Sunday, December 20, 2009

Christmas Preparations

How are your holiday preparations coming along? Is your Christmas shopping done? (Ours isn‘t) Got your tree up? (Nope) How about those exterior lights and flashy yard ornaments? (Never have, never will) Is your holiday menu planned? (Kind of) Are your Christmas cards in the mail? (Just)

No wonder my Santa has an anxious look on his face. He’s in panic mode!

Actually, our family is celebrating Christmas simply this year, with minimal decorating, minimal gift giving, minimal hassle, but maximum love! It just feels right.

As far as I’m concerned, this antique quilt is the only decoration we need to give the house a festive look. It dates from the mid 1800’s and is in pristine condition. You can still see faint pencil lines used to mark the quilting pattern, which in no way detracts from the tiny stitches, 12 to the inch.

The quilt maker chose solid colored fabrics in classic red and green for her seemingly simple star design. But look closer... 

The star blocks are quilted with parallel lines and a grid within each green square. Alternate muslin blocks are heavily quilted with a double clamshell design, showing the maker had amazing prowess with a needle.

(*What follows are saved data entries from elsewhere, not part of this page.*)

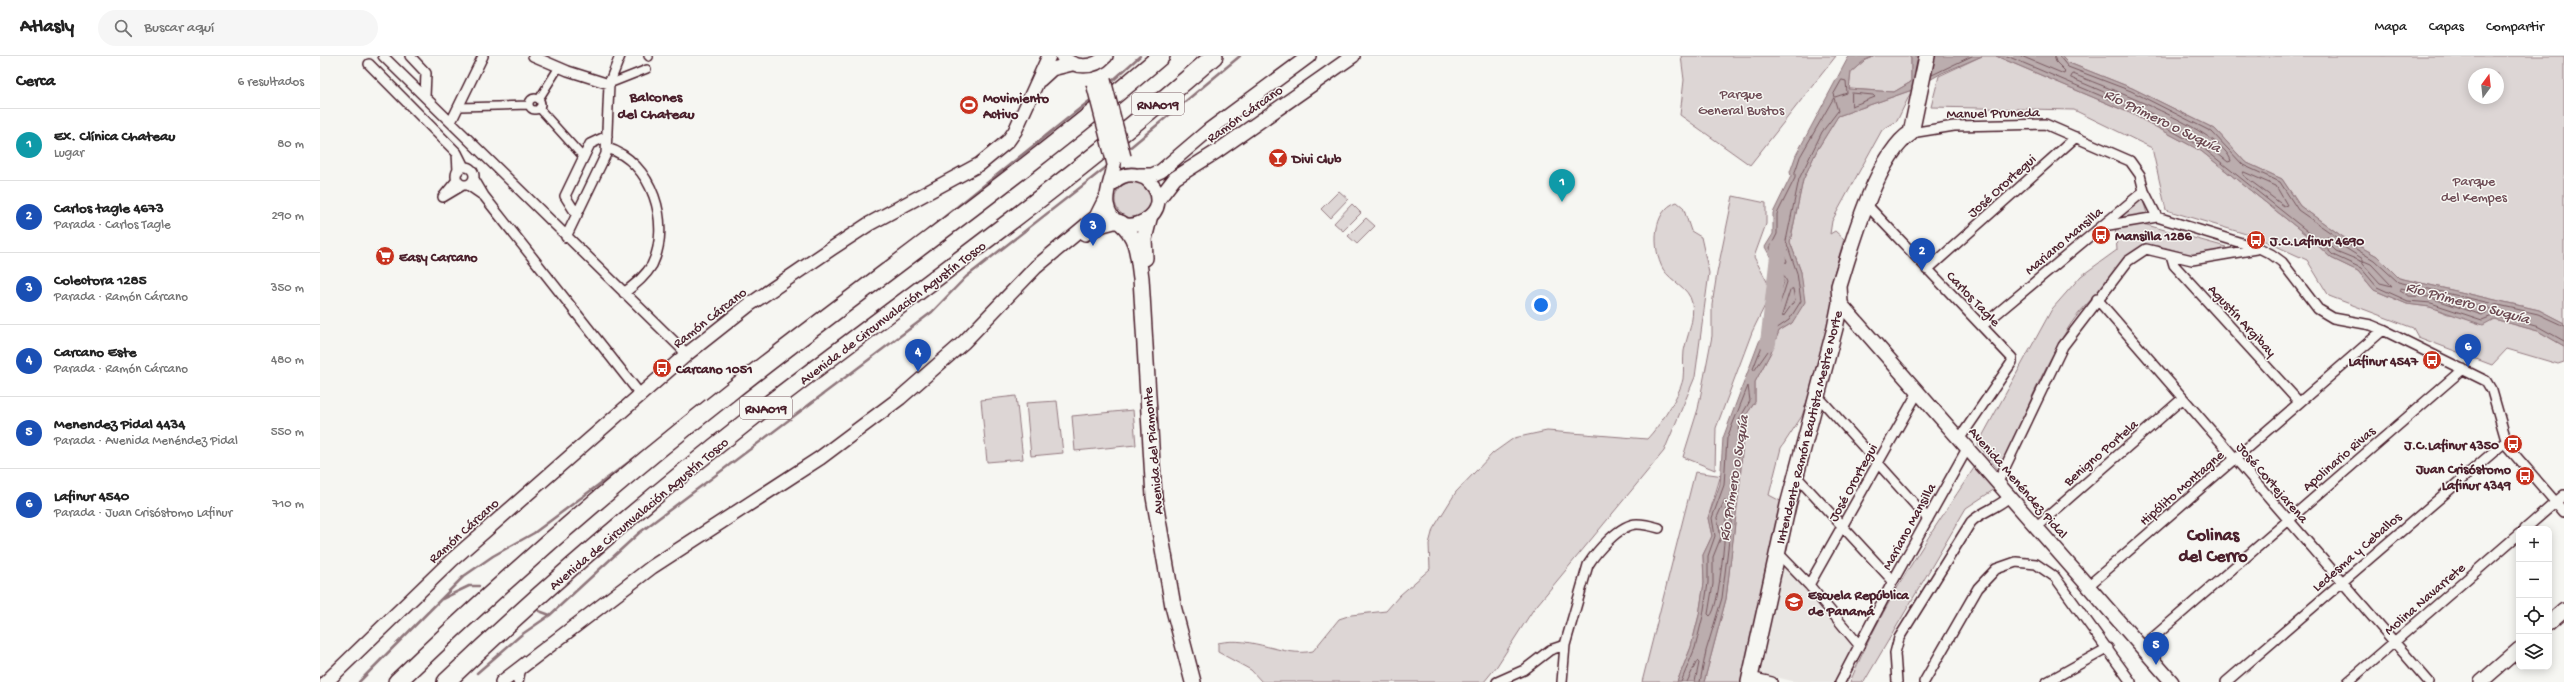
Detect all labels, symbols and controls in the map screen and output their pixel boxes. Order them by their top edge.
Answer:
search box [98,10,378,46]
text: Atlasly [20,16,74,39]
icon: search [112,17,134,39]
text: Buscar aquí [144,19,214,37]
text: Mapa [2375,19,2407,36]
text: Capas [2429,19,2464,36]
text: Compartir [2486,19,2544,36]
north arrow [2468,68,2504,104]
text: Cerca [16,72,55,92]
text: 6 resultados [238,75,304,90]
street label: Ramón Cárcano [1204,83,1287,148]
water label: Río Primero o Suquía [2101,86,2225,159]
park label: Parque General Bustos [1698,87,1785,120]
district label: Balcones del Chateau [617,89,696,124]
place label: Movimiento Activo [982,91,1050,124]
road number: RNA019 [1132,93,1184,115]
sports icon: Movimiento Activo [958,94,980,116]
street label: Manuel Pruneda [1946,105,2041,124]
text: Ex. Clínica Chateau [54,128,175,146]
text: 1 [26,137,32,152]
text: 80 m [277,137,304,152]
text: Lugar [54,146,84,161]
bar icon: Divi Club [1267,147,1289,169]
place label: Divi Club [1290,152,1342,169]
street label: José Orortegui [1965,152,2041,222]
pin: 1 [1549,169,1575,202]
park label: Parque del Kempes [2441,174,2508,207]
text: Carlos tagle 4673 [54,200,164,218]
street label: Mariano Mansilla [2022,204,2108,280]
text: 2 [26,209,32,224]
text: 290 m [271,209,304,224]
pin: 3 [1080,213,1106,246]
text: Parada · Carlos Tagle [54,218,171,233]
bus stop icon: Mansilla 1286 [2090,224,2112,246]
place label: Mansilla 1286 [2115,229,2193,246]
bus stop icon: J.C.Lafinur 4690 [2245,229,2267,251]
place label: J.C.Lafinur 4690 [2269,234,2364,251]
street label: Avenida de Circunvalación Agustín Tosco [797,238,990,390]
pin: 2 [1909,238,1935,271]
supermarket icon: Easy Carcano [374,245,396,267]
place label: Easy Carcano [399,250,478,267]
street label: Carlos Tagle [1942,268,2003,332]
text: Colectora 1285 [54,272,147,290]
water label: Río Primero o Suquía [2404,279,2533,330]
text: 3 [26,281,32,296]
text: 350 m [271,281,304,296]
street label: Agustín Argibay [2203,282,2279,362]
street label: Ramón Cárcano [670,285,751,353]
text: Parada · Ramón Cárcano [54,290,188,305]
your location [1531,295,1551,315]
street label: Intendente Ramón Bautista Mestre Norte [1773,308,1848,546]
pin: 6 [2455,334,2481,367]
pin: 4 [905,339,931,372]
text: Carcano Este [54,344,136,362]
bus stop icon: Lafinur 4547 [2421,349,2443,371]
text: 4 [26,353,32,368]
text: 480 m [271,353,304,368]
place label: Lafinur 4547 [2348,354,2419,371]
bus stop icon: Carcano 1051 [651,357,673,379]
text: Parada · Ramón Cárcano [54,362,188,377]
place label: Carcano 1051 [675,362,753,379]
street label: Avenida del Piamonte [1140,386,1169,515]
road number: RNA019 [740,397,792,419]
water label: Río Primero o Suquía [1716,412,1754,543]
text: Menendez Pidal 4434 [54,416,185,434]
street label: Benigno Portela [2060,416,2143,491]
street label: Apolinario Rivas [2300,423,2380,496]
street label: Avenida Menéndez Pidal [1964,424,2070,543]
text: 5 [26,425,32,440]
text: 550 m [271,425,304,440]
bus stop icon: J.C.Lafinur 4350 [2502,433,2524,455]
text: Parada · Avenida Menéndez Pidal [54,434,238,449]
street label: Avenida de Circunvalación Agustín Tosco [546,435,733,595]
place label: J.C.Lafinur 4350 [2403,438,2499,455]
street label: José Cortejarena [2231,440,2312,528]
street label: José Orortegui [1826,441,1883,525]
street label: Hipólito Montagne [2137,447,2229,530]
place label: Juan Crisóstomo Lafinur 4349 [2415,462,2512,495]
bus stop icon: Juan Crisóstomo Lafinur 4349 [2514,465,2536,487]
street label: Mariano Mansilla [1879,480,1942,574]
text: Lafinur 4540 [54,488,129,506]
street label: Ramón Cárcano [426,496,503,568]
text: 6 [26,497,32,512]
text: 710 m [272,497,304,512]
text: Parada · Juan Crisóstomo Lafinur [54,506,232,521]
street label: Ledesma y Ceballos [2310,509,2406,596]
district label: Colinas del Cerro [2178,526,2248,568]
map controls [2516,526,2552,670]
button: + [2516,526,2552,562]
street label: Molina Navarrete [2382,560,2470,640]
button: − [2516,562,2552,598]
place label: Escuela República de Panamá [1808,588,1910,621]
school or university icon: Escuela República de Panamá [1783,591,1805,613]
button: locate [2516,598,2552,634]
pin: 5 [2143,632,2169,665]
button: layers [2516,634,2552,670]

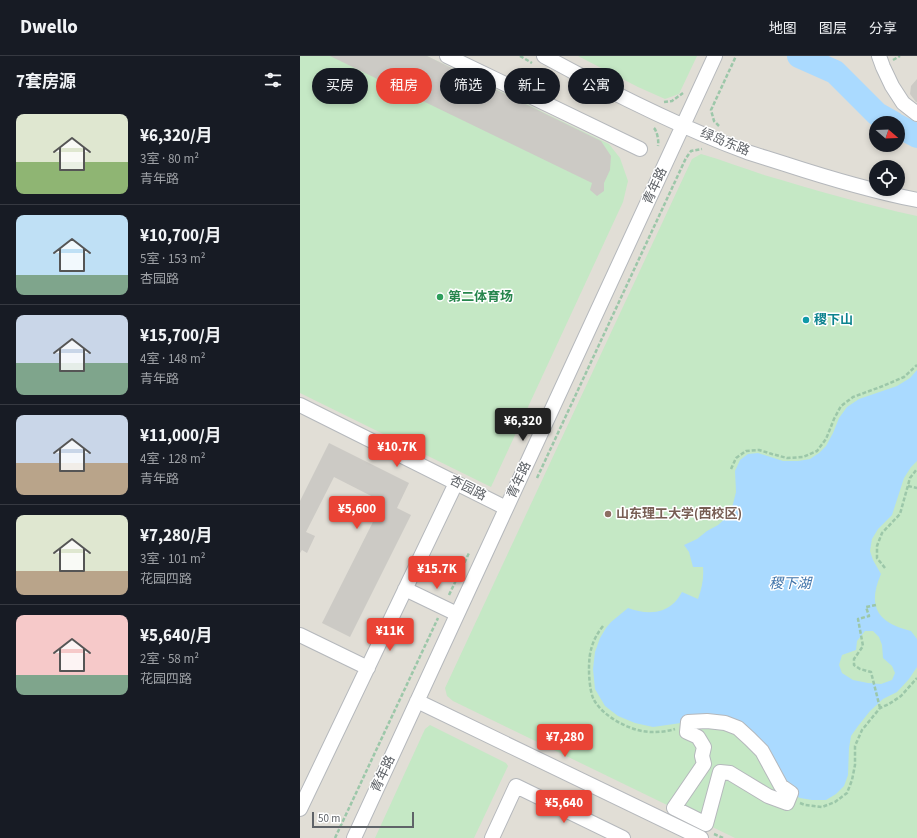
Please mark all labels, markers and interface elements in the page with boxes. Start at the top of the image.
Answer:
text: Dwello [20,14,78,41]
text: 地图 [769,19,797,39]
text: 图层 [819,19,847,39]
text: 分享 [869,19,897,39]
chip: 买房 [312,68,368,104]
chip: 租房 [376,68,432,104]
chip: 筛选 [440,68,496,104]
chip: 新上 [504,68,560,104]
chip: 公寓 [568,68,624,104]
icon: filters [262,69,284,91]
text: 7套房源 [16,70,76,94]
north arrow [869,116,905,152]
map controls [869,116,905,196]
text: ¥6,320/月 [140,124,213,148]
street label: 绿岛东路 [698,124,752,160]
icon: home [48,130,96,178]
text: 3室 · 80 m² [140,150,199,168]
button: locate [869,160,905,196]
street label: 青年路 [639,165,671,207]
text: 青年路 [140,170,179,188]
text: ¥10,700/月 [140,224,222,248]
icon: home [48,231,96,279]
text: 5室 · 153 m² [140,250,205,268]
text: 杏园路 [140,270,179,288]
place label: 第二体育场 [448,288,513,306]
marker: 第二体育场 [435,292,445,302]
place label: 稷下山 [814,311,853,329]
marker: 稷下山 [801,315,811,325]
text: ¥15,700/月 [140,324,222,348]
icon: home [48,331,96,379]
text: 4室 · 148 m² [140,350,205,368]
text: 青年路 [140,370,179,388]
pin: ¥6,320 [490,408,556,442]
text: ¥6,320 [504,412,542,430]
text: ¥11,000/月 [140,424,222,448]
icon: home [48,431,96,479]
pin: ¥10.7K [364,434,430,468]
text: ¥10.7K [377,438,417,456]
text: 4室 · 128 m² [140,450,205,468]
street label: 青年路 [503,459,535,501]
text: 青年路 [140,470,179,488]
street label: 杏园路 [447,471,489,505]
pin: ¥5,600 [324,496,390,530]
text: ¥5,600 [338,500,376,518]
place label: 山东理工大学(西校区) [616,505,742,523]
marker: 山东理工大学(西校区) [603,509,613,519]
text: ¥7,280/月 [140,524,213,548]
icon: home [48,531,96,579]
text: 3室 · 101 m² [140,550,205,568]
pin: ¥15.7K [404,556,470,590]
text: ¥15.7K [417,560,457,578]
text: 花园四路 [140,570,192,588]
water label: 稷下湖 [769,574,813,594]
pin: ¥11K [366,618,414,652]
text: ¥11K [376,622,404,640]
text: ¥5,640/月 [140,624,213,648]
icon: home [48,631,96,679]
text: 2室 · 58 m² [140,650,199,668]
text: 花园四路 [140,670,192,688]
pin: ¥7,280 [532,724,598,758]
text: ¥7,280 [546,728,584,746]
street label: 青年路 [367,753,399,795]
pin: ¥5,640 [531,790,597,824]
text: ¥5,640 [545,794,583,812]
scale bar [312,810,414,829]
text: 50 m [318,811,340,826]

I'd like to display this in our living room for Christmas. Does anyone have experience hanging a quilt from picture molding that's already attached to the wall?

Christmas blessings to you for the coming year.

Friday, December 4, 2009

Fun with Barb and...

Have you seen my friend Barb's new blog, Fun with Barb and Mary? It’s a dialogue between two quilty friends who maintain their relationship in spite of one family's move from the East Coast to the Midwest.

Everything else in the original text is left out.